Item 1.01 Entry into a Material Definitive Agreement.
Closing of Initial Public Offering of Common Units
On January 31, 2023, TXO Energy Partners, L.P., a Delaware limited partnership (formerly known as MorningStar Partners, L.P., the “Partnership”), completed its initial public offering (the “Offering”) of 5,000,000 common units representing limited partner interests in the Partnership (“Common Units”), at $20.00 per Common Unit pursuant to a Registration Statement on Form S-1, as amended (File No. 333-268424) (the “Registration Statement”), initially filed by the Partnership with the Securities and Exchange Commission (the “Commission”) pursuant to the Securities Act of 1933, as amended (the “Securities Act”), on November 17, 2022. The material provisions of the Offering are described in the prospectus, dated January 26, 2023, filed with the Commission on January 27, 2023, pursuant to Rule 424(b) under the Securities Act (the “Prospectus”).
Underwriting Agreement
On January 26, 2023, the Partnership entered into an Underwriting Agreement (the “Underwriting Agreement”) by and among the Partnership, TXO Energy GP, LLC, a Delaware limited liability company (the “General Partner”), MorningStar Oil & Gas, LLC, a Delaware limited liability company, and Raymond James & Associates, Inc. and Stifel, Nicolaus & Company, Incorporated, as representatives of the several underwriters named therein (the “Underwriters”), providing for the offer and sale by the Partnership, and purchase by the Underwriters, of the Common Units. Pursuant to the Underwriting Agreement, the Partnership also granted the Underwriters an option for a period of 30 days to purchase up to an additional 750,000 common units on the same terms. The material terms of the Offering are described in the Prospectus. The Underwriting Agreement contains customary representations and warranties, agreements and obligations, closing conditions and termination provisions. The Partnership has agreed to indemnify the Underwriters against certain liabilities, including liabilities under the Securities Act, and to contribute to payments the Underwriters may be required to make because of any of those liabilities.

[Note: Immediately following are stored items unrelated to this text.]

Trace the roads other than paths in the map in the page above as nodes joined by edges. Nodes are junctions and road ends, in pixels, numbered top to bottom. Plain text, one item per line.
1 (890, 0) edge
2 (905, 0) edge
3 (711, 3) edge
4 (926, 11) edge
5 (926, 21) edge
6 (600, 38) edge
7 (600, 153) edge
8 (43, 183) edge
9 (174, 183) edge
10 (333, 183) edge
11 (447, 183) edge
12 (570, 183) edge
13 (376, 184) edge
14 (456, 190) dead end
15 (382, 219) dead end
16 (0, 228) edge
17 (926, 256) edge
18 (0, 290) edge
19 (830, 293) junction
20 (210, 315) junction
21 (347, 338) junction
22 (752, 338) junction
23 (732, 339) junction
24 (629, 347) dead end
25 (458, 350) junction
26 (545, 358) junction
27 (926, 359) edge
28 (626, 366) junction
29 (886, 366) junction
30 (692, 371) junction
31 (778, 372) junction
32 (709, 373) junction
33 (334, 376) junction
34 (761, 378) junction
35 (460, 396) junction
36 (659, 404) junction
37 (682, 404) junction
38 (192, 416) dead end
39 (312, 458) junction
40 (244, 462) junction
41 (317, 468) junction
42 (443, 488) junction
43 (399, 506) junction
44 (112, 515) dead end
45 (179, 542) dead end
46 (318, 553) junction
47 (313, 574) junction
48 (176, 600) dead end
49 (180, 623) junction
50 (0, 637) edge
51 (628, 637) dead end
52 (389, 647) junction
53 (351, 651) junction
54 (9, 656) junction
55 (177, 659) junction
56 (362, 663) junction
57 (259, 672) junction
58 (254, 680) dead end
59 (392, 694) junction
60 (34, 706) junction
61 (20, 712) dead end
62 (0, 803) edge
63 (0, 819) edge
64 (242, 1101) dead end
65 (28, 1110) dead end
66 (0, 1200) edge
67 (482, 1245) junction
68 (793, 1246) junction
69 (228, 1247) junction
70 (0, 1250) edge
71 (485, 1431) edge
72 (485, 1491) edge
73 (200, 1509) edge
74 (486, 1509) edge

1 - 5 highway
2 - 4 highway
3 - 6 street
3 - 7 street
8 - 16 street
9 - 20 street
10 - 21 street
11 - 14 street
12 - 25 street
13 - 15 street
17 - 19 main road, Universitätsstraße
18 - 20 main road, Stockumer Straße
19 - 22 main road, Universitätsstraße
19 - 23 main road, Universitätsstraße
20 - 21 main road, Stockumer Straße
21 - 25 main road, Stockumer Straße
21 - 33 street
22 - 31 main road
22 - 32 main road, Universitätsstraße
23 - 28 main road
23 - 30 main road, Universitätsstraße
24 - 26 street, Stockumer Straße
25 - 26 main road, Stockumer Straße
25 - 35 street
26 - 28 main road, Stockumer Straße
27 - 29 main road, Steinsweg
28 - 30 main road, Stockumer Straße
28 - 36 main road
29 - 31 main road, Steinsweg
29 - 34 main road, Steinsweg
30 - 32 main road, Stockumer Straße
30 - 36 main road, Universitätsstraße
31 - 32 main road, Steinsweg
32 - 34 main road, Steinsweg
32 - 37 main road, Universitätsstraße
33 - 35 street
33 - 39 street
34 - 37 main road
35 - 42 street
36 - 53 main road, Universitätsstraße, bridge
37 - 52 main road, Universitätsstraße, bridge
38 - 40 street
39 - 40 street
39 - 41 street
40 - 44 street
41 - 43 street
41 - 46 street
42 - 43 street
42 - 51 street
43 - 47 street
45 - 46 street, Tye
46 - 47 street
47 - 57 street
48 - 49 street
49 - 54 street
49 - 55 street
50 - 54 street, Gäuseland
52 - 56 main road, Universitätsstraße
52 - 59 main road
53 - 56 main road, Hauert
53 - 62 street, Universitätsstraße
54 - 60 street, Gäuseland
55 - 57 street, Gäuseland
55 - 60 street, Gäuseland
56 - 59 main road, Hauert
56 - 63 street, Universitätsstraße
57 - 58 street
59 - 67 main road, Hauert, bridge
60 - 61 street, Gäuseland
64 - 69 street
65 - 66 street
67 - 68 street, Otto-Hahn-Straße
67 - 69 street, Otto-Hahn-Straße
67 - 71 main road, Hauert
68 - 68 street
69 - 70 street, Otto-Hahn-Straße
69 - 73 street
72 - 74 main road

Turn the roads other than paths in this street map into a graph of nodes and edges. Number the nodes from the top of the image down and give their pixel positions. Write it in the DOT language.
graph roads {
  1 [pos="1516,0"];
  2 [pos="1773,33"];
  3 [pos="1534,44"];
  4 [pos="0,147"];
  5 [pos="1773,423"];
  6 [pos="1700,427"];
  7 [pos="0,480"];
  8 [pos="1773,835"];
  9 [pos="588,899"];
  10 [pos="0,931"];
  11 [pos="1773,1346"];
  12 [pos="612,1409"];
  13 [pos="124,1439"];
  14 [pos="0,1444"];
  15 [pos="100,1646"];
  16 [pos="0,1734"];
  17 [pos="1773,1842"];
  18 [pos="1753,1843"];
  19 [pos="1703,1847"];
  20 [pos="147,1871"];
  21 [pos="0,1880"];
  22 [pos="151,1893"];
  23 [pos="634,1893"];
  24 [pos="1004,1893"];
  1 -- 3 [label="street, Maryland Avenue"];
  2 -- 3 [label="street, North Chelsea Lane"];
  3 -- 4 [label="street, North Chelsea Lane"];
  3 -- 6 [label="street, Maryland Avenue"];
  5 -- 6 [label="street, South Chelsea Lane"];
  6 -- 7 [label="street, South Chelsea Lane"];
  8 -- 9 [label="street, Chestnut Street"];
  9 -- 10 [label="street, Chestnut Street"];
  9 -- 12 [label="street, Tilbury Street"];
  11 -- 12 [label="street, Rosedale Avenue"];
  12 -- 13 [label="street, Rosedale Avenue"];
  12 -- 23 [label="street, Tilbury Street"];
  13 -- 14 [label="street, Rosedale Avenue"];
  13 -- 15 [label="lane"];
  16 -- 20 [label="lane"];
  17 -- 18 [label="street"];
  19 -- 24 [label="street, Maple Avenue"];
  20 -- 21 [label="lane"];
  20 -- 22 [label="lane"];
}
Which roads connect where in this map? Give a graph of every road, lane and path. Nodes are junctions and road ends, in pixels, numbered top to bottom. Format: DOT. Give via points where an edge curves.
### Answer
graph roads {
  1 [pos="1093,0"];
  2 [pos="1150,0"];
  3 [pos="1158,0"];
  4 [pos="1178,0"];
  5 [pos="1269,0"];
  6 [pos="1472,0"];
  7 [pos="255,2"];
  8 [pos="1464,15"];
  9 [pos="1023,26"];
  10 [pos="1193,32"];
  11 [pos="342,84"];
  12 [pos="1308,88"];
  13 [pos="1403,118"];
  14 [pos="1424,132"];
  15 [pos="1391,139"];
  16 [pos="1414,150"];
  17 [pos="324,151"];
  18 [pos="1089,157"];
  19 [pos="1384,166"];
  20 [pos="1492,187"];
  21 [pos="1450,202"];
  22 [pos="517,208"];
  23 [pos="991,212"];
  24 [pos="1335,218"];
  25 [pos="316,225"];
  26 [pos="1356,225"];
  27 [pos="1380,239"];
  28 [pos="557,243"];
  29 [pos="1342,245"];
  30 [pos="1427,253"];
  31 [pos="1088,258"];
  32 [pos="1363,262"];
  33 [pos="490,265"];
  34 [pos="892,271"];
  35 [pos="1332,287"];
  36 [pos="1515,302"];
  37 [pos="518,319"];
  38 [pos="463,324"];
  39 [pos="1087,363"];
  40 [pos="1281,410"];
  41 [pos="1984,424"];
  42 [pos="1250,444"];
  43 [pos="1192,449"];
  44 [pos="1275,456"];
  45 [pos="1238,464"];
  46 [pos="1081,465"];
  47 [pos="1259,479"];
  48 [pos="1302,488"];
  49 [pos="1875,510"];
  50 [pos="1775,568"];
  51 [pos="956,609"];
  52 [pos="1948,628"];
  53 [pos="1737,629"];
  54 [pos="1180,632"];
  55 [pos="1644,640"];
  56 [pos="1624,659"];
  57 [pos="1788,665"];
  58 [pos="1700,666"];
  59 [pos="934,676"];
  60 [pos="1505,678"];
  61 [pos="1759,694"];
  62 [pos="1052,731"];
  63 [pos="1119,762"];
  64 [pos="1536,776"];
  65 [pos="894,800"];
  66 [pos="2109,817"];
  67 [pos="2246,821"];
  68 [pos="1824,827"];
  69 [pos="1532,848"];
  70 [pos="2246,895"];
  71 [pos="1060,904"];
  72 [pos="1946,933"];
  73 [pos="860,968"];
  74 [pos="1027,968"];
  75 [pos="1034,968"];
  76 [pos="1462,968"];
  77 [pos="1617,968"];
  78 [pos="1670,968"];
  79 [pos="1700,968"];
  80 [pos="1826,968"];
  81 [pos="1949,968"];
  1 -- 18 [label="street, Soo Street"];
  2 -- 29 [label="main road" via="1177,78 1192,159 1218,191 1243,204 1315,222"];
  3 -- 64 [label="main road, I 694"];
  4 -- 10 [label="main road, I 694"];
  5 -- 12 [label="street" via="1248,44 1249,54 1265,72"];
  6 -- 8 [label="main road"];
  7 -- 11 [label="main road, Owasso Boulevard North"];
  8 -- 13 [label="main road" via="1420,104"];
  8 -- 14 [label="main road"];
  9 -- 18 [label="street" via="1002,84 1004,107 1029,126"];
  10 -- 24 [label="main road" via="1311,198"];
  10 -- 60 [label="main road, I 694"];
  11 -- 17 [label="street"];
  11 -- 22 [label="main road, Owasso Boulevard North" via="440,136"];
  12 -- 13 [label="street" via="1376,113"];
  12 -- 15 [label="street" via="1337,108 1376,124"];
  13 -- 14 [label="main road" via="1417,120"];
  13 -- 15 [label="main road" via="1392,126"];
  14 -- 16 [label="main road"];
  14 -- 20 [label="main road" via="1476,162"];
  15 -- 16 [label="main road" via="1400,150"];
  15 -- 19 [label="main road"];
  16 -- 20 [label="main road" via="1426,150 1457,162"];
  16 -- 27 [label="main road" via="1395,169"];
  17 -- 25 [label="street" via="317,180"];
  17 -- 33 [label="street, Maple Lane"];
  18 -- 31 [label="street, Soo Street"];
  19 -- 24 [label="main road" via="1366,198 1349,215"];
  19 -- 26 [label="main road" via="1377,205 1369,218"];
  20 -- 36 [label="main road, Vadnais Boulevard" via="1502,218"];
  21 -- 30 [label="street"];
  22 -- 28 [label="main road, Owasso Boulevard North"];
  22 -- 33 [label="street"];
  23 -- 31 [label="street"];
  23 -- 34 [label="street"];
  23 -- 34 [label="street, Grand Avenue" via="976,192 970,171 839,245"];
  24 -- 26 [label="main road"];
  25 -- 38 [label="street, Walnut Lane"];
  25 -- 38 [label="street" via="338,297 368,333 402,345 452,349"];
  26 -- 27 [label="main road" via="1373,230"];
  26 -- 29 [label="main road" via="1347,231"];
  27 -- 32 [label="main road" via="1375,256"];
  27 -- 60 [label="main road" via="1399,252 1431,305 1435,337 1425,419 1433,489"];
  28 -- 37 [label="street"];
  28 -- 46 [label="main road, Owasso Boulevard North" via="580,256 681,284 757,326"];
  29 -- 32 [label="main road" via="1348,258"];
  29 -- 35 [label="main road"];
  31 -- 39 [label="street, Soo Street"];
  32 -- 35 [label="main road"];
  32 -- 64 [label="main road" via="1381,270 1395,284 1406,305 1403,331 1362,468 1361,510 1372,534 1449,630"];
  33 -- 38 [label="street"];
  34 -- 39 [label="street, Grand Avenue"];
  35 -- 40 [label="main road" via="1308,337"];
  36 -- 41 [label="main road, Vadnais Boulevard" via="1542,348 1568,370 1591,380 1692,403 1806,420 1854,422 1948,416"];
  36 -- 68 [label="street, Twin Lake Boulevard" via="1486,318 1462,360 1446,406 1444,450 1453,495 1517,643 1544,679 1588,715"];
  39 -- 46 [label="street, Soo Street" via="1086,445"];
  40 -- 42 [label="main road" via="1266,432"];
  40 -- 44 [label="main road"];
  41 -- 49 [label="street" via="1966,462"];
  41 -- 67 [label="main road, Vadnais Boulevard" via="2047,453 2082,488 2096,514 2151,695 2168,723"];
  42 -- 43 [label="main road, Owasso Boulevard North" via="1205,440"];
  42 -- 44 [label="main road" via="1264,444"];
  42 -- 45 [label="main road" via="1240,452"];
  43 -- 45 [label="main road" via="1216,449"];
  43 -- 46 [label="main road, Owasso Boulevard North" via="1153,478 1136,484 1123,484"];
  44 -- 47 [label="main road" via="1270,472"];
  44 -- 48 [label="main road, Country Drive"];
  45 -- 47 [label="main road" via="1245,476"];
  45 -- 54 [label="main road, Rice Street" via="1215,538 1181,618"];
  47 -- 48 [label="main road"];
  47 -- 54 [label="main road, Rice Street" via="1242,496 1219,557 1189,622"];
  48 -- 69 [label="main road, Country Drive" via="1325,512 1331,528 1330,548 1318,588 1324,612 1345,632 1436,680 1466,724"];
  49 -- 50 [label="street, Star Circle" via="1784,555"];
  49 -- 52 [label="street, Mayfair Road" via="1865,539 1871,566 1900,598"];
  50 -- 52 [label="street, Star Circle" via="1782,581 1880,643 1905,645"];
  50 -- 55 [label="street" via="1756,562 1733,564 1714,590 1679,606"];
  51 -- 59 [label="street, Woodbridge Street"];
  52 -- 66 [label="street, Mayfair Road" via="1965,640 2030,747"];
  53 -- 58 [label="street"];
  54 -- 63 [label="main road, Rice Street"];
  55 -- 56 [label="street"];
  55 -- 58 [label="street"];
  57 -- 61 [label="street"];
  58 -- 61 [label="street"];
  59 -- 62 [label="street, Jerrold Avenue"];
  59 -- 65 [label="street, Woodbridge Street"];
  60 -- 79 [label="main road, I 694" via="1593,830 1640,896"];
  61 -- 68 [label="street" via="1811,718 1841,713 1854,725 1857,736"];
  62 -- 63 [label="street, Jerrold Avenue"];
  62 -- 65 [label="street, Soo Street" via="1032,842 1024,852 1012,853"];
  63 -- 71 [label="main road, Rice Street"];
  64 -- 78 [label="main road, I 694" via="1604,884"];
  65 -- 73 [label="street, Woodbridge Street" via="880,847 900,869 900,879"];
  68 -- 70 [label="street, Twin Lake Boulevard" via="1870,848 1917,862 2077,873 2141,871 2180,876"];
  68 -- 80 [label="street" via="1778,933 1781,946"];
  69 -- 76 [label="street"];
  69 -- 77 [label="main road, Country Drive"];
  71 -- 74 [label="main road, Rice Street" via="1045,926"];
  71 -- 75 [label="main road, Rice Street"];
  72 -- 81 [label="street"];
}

The Offering closed on January 31, 2023. The Partnership received proceeds (net of underwriting discounts, structuring fees and estimated offering expenses) from the Offering of approximately $88.0 million. As described in the Prospectus, the Partnership intends to use the net proceeds from the Offering to pay down a portion of its debt outstanding on its revolving credit facility.
As more fully described under the caption “Underwriting” in the Prospectus, certain of the Underwriters or their affiliates may make or hold a broad array of investments and actively trade debt and equity securities (or related derivative securities) and financial instruments (including bank loans) for their own account and for the accounts of their customers. Such investments and securities activities may involve securities and/or instruments of the Partnership or its affiliates.
The foregoing description is not complete and is qualified in its entirety by reference to the full text of the Underwriting Agreement, which is attached as Exhibit 1.1 to this Current Report on Form 8-K and is incorporated herein by reference.
Contribution Agreement
In connection with the closing of the Offering and pursuant to the Contribution and Exchange Agreement entered into by and among the Partnership, MorningStar Oil & Gas, LLC, MorningStar Partners II, L.P., a Delaware limited partnership (“MSP II”) and the Limited Partners party thereto (as defined in the Sixth Amended and Restated Limited Partnership Agreement of MorningStar Partners, L.P.) on January 31, 2023 (the “Contribution Agreement”), each of the existing holders of common units in the Partnership contributed all of the outstanding equity interests in the Partnership to MSP II in exchange for equity interests in MSP II that are identical to the equity interests owned in the Partnership (the “Contribution”). As a result, immediately following the Contribution and immediately prior to the offering all of the Partnership’s equity interests were held by MSP II.
As of the closing of the Offering, MSP II owns 25,000,000 common units (the “MSP II Common Units), representing an approximate 83% limited partner interest in the Partnership.
The foregoing description is not complete and is qualified in its entirety by reference to the full text of the Contribution Agreement, which is attached as Exhibit 10.1 to this Current Report on Form 8-K and is incorporated herein by reference.
Indemnification Agreements
On January 31, 2023, the General Partner and the Partnership entered into indemnification agreements (the “Indemnification Agreements”) with each of the directors and executive officers of the General Partner. The Indemnification Agreements require the General Partner and the Partnership to indemnify these individuals to the fullest extent permitted by the Certificate of Formation of the General Partner, the Partnership Agreement, the First Amended and Restated Limited Liability Company Agreement of the General Partner and any applicable law against expenses incurred as a result of any proceeding in which they are involved by reason of their service to the Partnership and, if requested, to advance expenses incurred as a result of any such proceeding.